- Work required -
Where a line contains the word "Sepulveda", copy that line from the records below.

··········

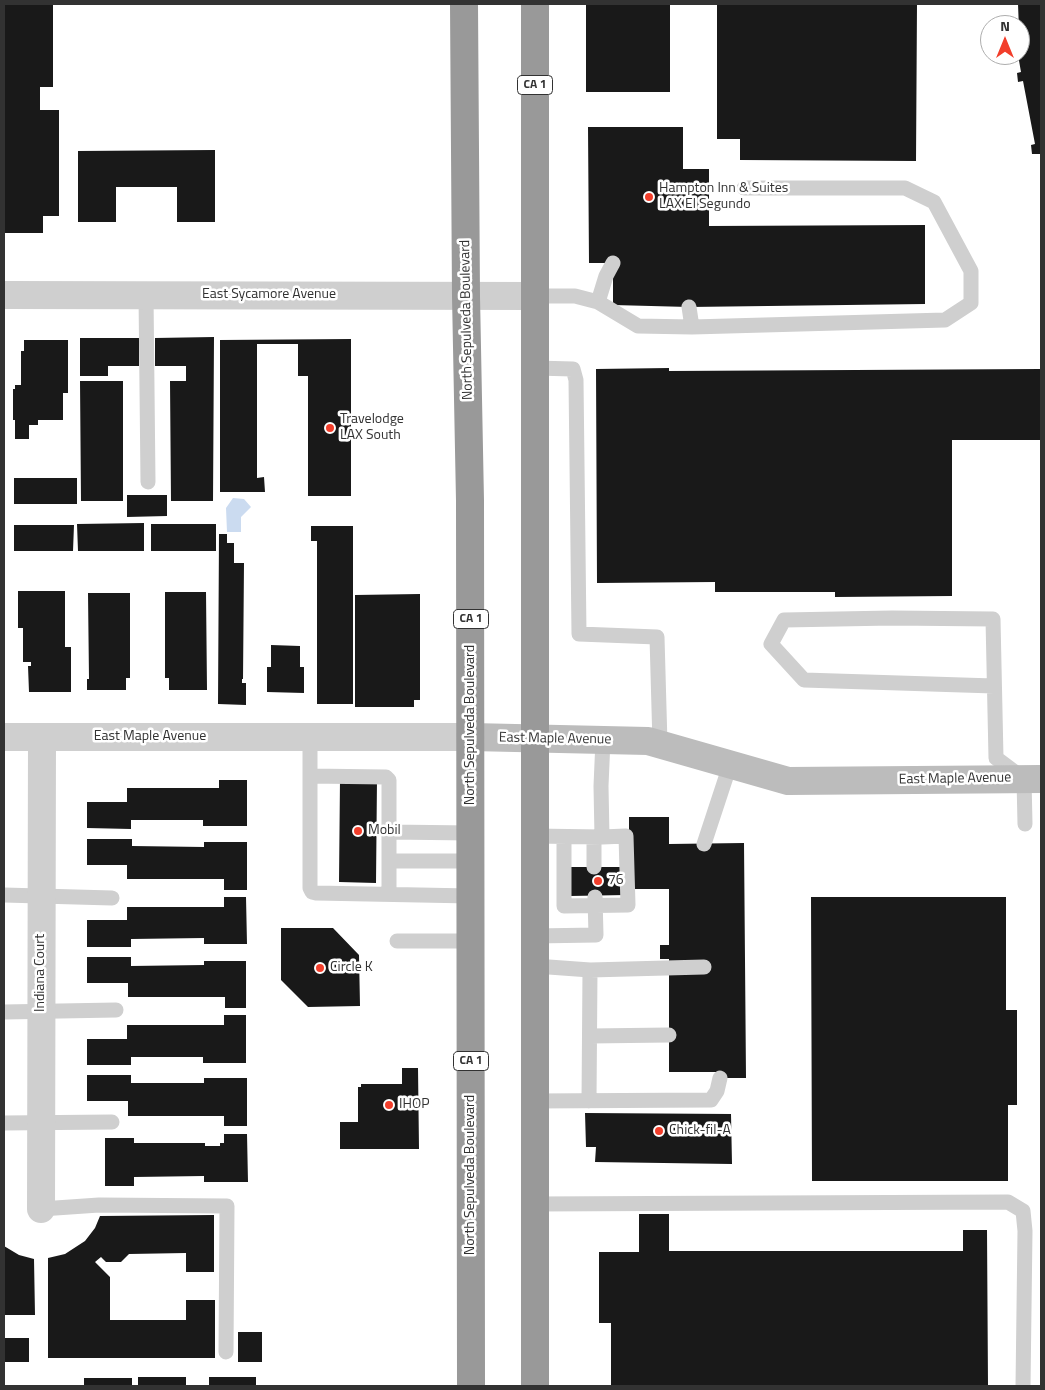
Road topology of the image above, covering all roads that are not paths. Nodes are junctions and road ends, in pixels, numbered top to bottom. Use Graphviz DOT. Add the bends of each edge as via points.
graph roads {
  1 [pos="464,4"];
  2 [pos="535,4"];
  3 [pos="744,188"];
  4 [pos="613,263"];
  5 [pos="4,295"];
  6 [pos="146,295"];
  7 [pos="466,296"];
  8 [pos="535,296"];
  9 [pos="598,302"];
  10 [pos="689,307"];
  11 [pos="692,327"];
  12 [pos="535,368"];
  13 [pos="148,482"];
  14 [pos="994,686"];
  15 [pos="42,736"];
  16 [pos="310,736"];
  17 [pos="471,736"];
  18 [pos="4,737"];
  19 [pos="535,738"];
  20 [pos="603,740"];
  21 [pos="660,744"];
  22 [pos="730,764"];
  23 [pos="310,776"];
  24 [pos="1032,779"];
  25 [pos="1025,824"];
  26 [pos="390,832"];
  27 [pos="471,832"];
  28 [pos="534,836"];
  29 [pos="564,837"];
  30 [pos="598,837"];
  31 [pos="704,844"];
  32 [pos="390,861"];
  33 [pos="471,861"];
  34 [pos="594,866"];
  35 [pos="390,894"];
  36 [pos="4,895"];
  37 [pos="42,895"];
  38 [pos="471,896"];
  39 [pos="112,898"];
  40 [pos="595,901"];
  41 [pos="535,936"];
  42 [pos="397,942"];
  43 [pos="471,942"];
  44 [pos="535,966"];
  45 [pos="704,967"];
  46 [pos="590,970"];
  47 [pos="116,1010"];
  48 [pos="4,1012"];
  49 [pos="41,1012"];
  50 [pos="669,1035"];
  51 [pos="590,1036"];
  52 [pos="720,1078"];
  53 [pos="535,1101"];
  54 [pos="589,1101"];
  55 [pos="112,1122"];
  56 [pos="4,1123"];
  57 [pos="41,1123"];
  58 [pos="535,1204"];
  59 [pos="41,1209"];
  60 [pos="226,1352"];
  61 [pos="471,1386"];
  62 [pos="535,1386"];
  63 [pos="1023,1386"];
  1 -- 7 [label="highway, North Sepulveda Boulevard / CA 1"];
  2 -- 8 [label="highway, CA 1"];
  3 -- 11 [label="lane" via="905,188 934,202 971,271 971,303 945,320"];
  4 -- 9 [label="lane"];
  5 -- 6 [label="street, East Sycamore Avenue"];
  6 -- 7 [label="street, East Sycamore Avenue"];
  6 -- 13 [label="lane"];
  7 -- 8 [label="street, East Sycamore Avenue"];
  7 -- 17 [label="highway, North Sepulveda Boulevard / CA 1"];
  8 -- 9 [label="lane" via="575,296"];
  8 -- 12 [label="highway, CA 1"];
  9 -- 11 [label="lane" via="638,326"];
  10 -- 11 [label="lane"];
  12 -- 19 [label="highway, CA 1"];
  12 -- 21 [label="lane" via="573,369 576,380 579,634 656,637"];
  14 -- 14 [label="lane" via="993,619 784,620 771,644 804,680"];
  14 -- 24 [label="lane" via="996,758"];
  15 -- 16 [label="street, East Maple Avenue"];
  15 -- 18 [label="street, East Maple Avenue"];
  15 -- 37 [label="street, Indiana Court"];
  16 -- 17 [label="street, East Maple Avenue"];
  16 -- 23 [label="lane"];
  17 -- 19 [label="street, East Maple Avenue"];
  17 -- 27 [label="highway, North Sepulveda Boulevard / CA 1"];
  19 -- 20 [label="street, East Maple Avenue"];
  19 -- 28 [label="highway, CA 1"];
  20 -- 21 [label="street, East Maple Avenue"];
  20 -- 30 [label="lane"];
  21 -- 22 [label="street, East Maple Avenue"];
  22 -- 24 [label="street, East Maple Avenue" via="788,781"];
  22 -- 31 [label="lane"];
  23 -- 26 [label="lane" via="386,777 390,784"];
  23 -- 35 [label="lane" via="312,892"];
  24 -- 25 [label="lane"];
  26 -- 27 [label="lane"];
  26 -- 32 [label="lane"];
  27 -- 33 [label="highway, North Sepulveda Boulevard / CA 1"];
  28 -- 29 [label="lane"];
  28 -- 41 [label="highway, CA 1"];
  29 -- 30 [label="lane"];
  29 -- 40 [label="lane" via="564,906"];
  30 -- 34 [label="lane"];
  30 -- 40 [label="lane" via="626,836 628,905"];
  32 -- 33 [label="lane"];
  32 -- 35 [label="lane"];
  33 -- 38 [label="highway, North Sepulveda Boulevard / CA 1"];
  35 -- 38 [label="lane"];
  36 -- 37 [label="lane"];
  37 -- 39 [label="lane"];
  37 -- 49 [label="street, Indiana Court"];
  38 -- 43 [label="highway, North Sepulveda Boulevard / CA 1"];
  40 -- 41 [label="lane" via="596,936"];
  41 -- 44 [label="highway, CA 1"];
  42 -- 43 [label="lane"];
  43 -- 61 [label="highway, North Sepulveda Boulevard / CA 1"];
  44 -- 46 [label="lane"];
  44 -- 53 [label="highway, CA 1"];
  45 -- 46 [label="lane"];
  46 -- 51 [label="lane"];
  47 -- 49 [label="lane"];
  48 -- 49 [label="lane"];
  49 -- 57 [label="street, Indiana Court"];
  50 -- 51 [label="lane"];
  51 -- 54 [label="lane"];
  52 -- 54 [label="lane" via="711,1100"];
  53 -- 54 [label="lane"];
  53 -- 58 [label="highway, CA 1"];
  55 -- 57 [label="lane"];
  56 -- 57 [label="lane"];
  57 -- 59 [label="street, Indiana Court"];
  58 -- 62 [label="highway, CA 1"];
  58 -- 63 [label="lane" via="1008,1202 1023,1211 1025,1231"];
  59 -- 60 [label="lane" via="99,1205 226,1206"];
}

··········

- Solved exercise -
  1 -- 7 [label="highway, North Sepulveda Boulevard / CA 1"];
  7 -- 17 [label="highway, North Sepulveda Boulevard / CA 1"];
  17 -- 27 [label="highway, North Sepulveda Boulevard / CA 1"];
  27 -- 33 [label="highway, North Sepulveda Boulevard / CA 1"];
  33 -- 38 [label="highway, North Sepulveda Boulevard / CA 1"];
  38 -- 43 [label="highway, North Sepulveda Boulevard / CA 1"];
  43 -- 61 [label="highway, North Sepulveda Boulevard / CA 1"];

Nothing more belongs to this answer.